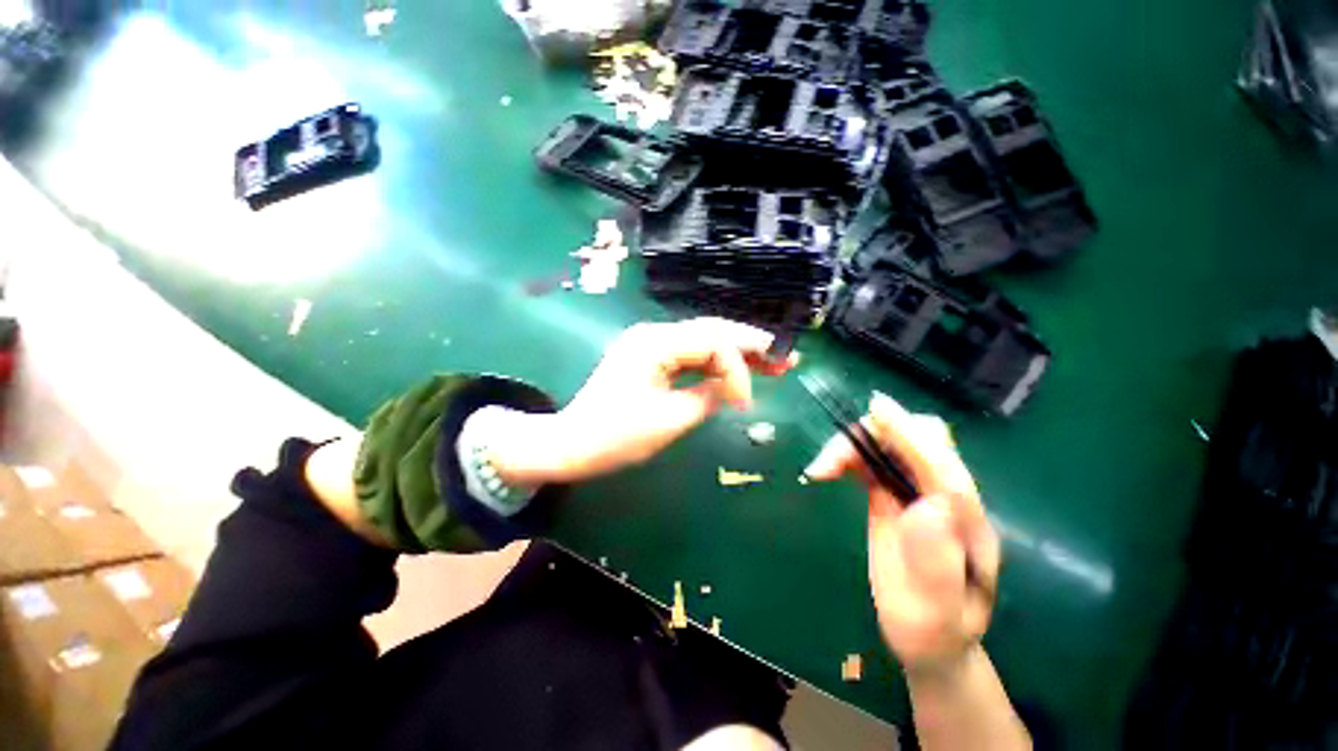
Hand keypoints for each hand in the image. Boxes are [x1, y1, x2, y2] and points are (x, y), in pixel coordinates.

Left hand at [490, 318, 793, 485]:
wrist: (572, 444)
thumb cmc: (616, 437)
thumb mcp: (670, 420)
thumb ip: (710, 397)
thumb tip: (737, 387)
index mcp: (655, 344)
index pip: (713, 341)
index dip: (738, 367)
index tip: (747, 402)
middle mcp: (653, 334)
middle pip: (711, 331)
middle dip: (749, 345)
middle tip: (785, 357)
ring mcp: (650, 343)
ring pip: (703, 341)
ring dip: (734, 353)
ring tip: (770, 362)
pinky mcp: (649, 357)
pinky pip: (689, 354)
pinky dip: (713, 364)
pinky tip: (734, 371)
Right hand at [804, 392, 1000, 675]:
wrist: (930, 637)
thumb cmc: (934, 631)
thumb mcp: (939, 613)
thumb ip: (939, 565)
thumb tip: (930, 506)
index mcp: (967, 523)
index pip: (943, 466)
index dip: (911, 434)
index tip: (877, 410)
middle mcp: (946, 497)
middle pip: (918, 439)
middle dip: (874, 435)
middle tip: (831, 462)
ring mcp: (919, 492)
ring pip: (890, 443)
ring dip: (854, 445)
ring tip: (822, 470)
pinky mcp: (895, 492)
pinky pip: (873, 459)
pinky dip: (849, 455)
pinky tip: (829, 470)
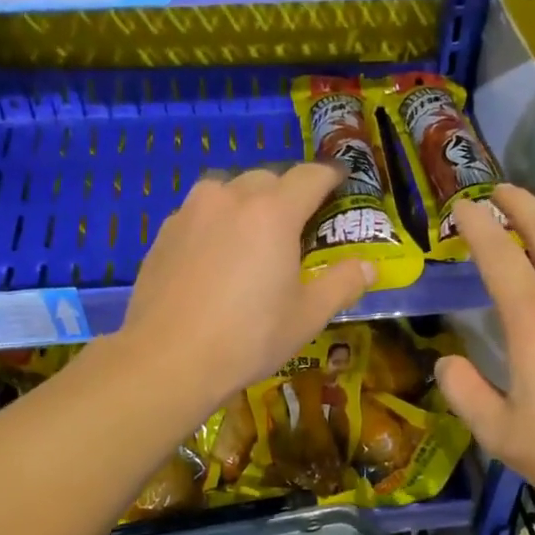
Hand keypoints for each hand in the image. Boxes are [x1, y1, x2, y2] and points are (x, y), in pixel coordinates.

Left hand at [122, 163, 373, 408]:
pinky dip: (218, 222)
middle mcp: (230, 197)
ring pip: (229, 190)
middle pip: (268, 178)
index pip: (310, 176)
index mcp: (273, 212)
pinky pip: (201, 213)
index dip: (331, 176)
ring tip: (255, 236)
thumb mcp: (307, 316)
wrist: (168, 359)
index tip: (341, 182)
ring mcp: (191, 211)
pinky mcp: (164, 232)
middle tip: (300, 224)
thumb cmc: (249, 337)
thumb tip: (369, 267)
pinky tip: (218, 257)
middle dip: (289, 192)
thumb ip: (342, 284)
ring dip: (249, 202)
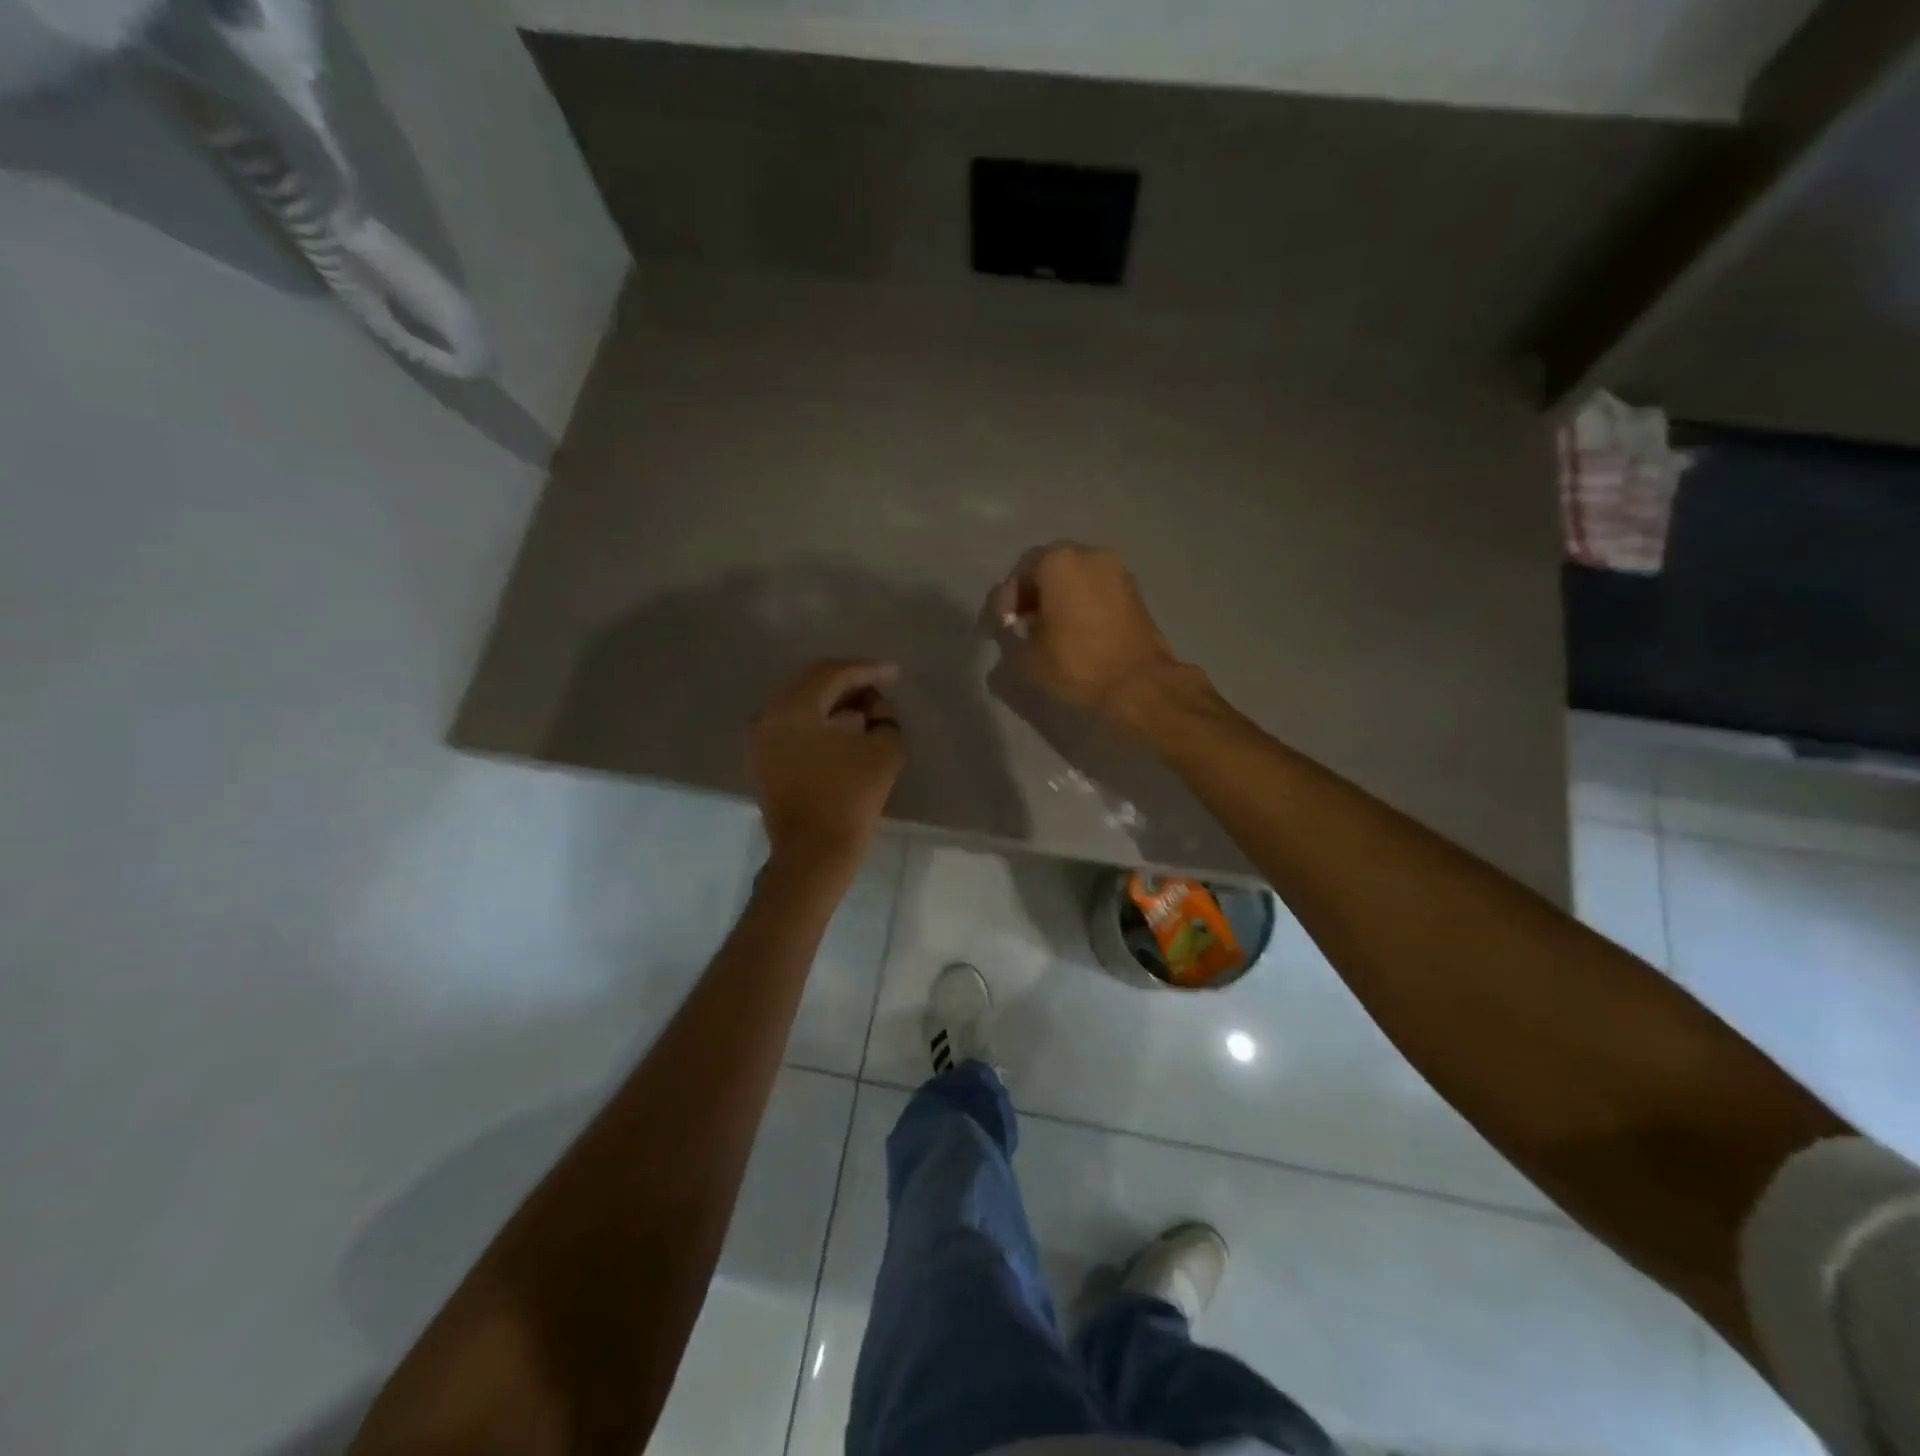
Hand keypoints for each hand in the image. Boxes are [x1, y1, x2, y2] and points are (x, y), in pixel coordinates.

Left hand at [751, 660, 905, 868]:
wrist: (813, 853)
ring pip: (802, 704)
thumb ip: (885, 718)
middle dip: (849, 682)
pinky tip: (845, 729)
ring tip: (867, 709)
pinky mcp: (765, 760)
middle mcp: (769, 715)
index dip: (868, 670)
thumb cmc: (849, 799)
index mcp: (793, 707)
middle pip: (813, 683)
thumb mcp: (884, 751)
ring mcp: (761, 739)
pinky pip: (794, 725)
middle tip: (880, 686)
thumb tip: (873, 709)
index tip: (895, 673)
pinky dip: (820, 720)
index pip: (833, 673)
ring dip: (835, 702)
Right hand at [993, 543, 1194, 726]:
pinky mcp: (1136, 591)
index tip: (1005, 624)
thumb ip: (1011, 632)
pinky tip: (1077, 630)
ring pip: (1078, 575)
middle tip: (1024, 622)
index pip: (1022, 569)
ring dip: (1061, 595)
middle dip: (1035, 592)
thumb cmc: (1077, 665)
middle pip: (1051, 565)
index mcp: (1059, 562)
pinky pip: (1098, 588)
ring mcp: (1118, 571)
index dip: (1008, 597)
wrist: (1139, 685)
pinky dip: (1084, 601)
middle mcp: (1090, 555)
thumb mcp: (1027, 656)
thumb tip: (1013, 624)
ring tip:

--

• **WHAT TO PRODUCE**:
Output exactly the lines of the data that run from the one containing "pinky pip: (794, 725)" to the very last line, and no others.

• **TASK RESPONSE**:
pinky pip: (794, 725)
middle tip: (880, 686)
thumb tip: (873, 709)
index tip: (895, 673)
pinky dip: (820, 720)
index pip: (833, 673)
ring dip: (835, 702)
Right hand at [993, 543, 1194, 726]:
pinky mcp: (1136, 591)
index tip: (1005, 624)
thumb ip: (1011, 632)
pinky tip: (1077, 630)
ring pip: (1078, 575)
middle tip: (1024, 622)
index pip: (1022, 569)
ring dip: (1061, 595)
middle dip: (1035, 592)
thumb cmc: (1077, 665)
middle pip: (1051, 565)
index mcp: (1059, 562)
pinky pip: (1098, 588)
ring mcp: (1118, 571)
index dip: (1008, 597)
wrist: (1139, 685)
pinky dip: (1084, 601)
middle mcp: (1090, 555)
thumb mcp: (1027, 656)
thumb tip: (1013, 624)
ring tip:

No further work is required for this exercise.